Home to Hollywood and hi-tech Silicon Valley, the “Golden State”
is also the driving engine of the US economy, representing about
13 percent of the country’s total gross domestic product (GDP).
If California were an independent country, it would be ranked
the 8th largest economy in the world, with a GDP of $2.2
trillion, ahead of Italy, India, Russia, Canada and Australia,
according to World Bank figures.
Throughout its modern history, California has
been battling with periodic droughts. One of the worst recorded
occurred in the early 1960s. There was even a period called the
California Water Wars in the early 1900s when Los Angeles
city planners engaged in armed conflict with farmers in
surrounding valleys.
However, the
scientific data shows that the Golden State has over the
decades succumbed to ever-increasing periods of drought. The
US-based Union of Concerned Scientists cite a range of data that
shows, decade-on-decade, rainfall is in sharp decline alongside
stepwise increases in seasonal temperatures. Each new drought
period – the latest one in its fourth consecutive year – is
becoming ever more intense.
And it’s not just in California. The same
chronic pattern of rising temperatures and prolonged drought is
recorded across 10
other states. Consequently, the western US is experiencing
more destructive wildfires with each passing year. Large tracts
of farmland are being abandoned to parched fallow fields owing
to crippling water shortages. In California’s famous and once
fertile Central Valley, for example, farming is no longer
viable.
The burning issue affecting the western US – a
third of the country’s entire territory – is not just a threat
to farms and national treasures like Yosemite National Park and
the forests of the Rockies; the underlying water crisis can be
seen as a real threat to the US economy and its urban
civilization for millions of people.
This is not unprecedented. Only 85 years ago,
during the 1930s, millions of Americans were displaced from the
panhandle states of Oklahoma and Texas due to the drought known
as the
Dust Bowl era. Many of those migrants would later end up in
California to start new lives in the state’s fruit and vegetable
growing areas. Who is to say that another climate-induced
calamity is not haunting California now and its neighboring
states?
Meanwhile, the Republican troupe of
presidential candidates remain ostrich-like in their views on
climate change.
It is no coincidence that Republican
contenders are being bankrolled by billionaire businessmen like
Charles Koch and coal magnate Charles Cline, whose commercial
interests are threatened by any environmental legislation to
curb global warming.
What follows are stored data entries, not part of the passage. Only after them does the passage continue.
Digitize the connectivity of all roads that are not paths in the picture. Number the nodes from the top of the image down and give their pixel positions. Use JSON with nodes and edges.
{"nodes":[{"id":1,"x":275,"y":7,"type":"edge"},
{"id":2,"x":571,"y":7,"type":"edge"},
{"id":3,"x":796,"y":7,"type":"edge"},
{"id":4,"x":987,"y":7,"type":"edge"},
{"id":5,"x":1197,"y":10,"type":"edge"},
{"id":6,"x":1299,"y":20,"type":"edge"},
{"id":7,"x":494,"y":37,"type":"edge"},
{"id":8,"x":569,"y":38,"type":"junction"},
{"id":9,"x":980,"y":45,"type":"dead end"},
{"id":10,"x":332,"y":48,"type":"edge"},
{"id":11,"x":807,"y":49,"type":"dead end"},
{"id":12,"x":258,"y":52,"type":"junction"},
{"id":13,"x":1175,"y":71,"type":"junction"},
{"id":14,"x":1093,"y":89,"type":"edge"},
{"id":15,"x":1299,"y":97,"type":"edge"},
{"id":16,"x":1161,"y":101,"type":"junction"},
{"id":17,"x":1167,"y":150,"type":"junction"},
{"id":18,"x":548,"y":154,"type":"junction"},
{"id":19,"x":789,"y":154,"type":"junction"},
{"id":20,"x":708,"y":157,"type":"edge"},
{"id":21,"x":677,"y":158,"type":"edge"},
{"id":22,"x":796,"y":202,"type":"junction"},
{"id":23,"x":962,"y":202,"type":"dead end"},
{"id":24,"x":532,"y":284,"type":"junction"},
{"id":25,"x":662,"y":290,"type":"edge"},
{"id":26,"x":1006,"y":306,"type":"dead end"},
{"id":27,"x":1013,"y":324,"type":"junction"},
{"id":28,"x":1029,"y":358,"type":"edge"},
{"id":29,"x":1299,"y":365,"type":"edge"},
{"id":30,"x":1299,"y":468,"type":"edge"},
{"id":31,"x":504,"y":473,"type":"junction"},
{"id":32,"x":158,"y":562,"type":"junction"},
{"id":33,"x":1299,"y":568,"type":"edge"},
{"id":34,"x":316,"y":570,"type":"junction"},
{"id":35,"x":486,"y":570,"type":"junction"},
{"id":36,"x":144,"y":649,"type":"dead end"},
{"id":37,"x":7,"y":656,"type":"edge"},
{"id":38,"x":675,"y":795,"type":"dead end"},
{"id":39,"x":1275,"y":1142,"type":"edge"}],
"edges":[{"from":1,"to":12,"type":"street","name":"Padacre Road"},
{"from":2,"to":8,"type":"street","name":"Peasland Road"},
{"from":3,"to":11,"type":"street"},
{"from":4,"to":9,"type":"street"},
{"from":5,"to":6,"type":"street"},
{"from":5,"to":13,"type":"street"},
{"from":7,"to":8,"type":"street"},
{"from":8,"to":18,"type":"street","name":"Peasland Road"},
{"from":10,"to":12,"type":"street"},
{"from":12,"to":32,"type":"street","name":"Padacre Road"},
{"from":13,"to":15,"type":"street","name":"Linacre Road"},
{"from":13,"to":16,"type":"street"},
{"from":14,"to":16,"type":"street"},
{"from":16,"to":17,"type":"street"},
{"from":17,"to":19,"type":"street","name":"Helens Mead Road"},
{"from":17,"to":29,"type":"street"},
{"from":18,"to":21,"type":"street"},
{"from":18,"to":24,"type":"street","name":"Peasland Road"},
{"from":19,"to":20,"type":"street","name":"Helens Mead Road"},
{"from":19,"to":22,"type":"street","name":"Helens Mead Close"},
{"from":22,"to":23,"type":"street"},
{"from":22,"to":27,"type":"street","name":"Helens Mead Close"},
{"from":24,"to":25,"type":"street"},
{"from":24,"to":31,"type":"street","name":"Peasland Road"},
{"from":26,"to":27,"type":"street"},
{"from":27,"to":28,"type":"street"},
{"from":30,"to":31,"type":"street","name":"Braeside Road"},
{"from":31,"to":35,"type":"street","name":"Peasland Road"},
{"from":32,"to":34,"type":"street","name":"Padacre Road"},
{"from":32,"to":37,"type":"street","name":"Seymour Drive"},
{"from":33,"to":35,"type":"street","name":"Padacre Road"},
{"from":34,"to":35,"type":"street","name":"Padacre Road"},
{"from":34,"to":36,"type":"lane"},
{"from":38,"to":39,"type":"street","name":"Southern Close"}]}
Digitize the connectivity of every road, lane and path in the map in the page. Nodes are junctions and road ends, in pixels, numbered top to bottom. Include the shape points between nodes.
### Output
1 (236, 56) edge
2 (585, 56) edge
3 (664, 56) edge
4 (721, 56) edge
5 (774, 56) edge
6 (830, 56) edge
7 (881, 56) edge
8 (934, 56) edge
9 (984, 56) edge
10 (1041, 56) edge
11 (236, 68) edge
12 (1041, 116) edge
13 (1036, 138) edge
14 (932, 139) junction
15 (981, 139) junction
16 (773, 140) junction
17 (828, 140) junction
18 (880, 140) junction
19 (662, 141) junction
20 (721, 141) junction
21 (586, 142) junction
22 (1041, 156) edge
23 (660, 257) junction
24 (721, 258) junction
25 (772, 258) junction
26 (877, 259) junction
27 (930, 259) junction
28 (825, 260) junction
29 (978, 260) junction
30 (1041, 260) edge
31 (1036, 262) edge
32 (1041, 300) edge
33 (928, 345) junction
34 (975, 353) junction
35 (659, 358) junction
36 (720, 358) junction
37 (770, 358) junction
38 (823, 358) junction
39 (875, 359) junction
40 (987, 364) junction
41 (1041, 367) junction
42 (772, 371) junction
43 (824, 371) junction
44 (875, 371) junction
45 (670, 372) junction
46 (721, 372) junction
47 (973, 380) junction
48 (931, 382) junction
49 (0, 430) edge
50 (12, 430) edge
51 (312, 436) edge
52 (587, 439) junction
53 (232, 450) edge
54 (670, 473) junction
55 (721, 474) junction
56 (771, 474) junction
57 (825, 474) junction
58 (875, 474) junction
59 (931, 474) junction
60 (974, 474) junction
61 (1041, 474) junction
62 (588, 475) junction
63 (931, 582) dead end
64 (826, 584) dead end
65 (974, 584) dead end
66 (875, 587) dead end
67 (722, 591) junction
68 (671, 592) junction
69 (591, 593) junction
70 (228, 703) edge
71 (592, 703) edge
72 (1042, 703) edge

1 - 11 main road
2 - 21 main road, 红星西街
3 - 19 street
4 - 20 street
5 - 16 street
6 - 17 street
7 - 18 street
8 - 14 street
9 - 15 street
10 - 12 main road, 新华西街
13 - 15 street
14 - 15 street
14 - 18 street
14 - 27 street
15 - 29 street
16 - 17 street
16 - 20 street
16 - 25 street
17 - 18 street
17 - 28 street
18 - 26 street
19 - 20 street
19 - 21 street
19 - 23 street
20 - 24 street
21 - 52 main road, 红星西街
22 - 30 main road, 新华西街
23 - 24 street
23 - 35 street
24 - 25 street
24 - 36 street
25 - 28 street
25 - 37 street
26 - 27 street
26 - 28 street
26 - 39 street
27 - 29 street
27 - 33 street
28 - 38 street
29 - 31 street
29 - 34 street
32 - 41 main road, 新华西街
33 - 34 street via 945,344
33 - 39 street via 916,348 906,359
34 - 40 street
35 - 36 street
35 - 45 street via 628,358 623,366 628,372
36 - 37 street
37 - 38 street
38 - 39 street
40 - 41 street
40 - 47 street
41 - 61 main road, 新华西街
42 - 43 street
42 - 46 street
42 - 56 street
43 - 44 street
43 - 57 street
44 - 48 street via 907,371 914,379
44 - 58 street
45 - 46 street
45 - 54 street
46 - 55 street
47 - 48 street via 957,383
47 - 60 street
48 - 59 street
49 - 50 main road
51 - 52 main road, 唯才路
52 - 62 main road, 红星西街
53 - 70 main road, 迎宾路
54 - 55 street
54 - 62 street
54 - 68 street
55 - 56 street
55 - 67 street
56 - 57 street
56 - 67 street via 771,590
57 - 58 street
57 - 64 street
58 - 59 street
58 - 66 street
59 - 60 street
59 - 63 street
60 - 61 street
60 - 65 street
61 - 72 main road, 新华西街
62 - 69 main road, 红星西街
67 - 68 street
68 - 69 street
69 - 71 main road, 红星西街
Cline has
reportedly donated over $1 million to Jeb Bush’s campaign
funds, which may be why Bush has taken to panning the latest
Clean Power Plan to cut emissions from coal-fired power stations
unveiled this week by President Obama.
The climate-change debate – or rather lack of
it – is only one of several policy disconnects for Republican
politicians as they chase support from the extreme rightwing
electorate. As well as racist, anti-immigrant chauvinism and
reactionary views on gender equality, the Republicans seem to be
trying to outdo each other on who can be most gung-ho in foreign
policy towards Russia, China and Iran. To a man, they all want
to kill the international nuclear accord with Iran in order to
appease Israel and Saudi Arabia, even though such a retrograde
move might end up inflaming all-out war in the Middle East.
But perhaps nowhere is the Republican “new
normal” of disconnect more apparent than on the issue of
climate change. The American national house is literally on
fire, and yet these guys are busy twiddling their thumbs and
boorishly demanding the right to call women “fat pigs”.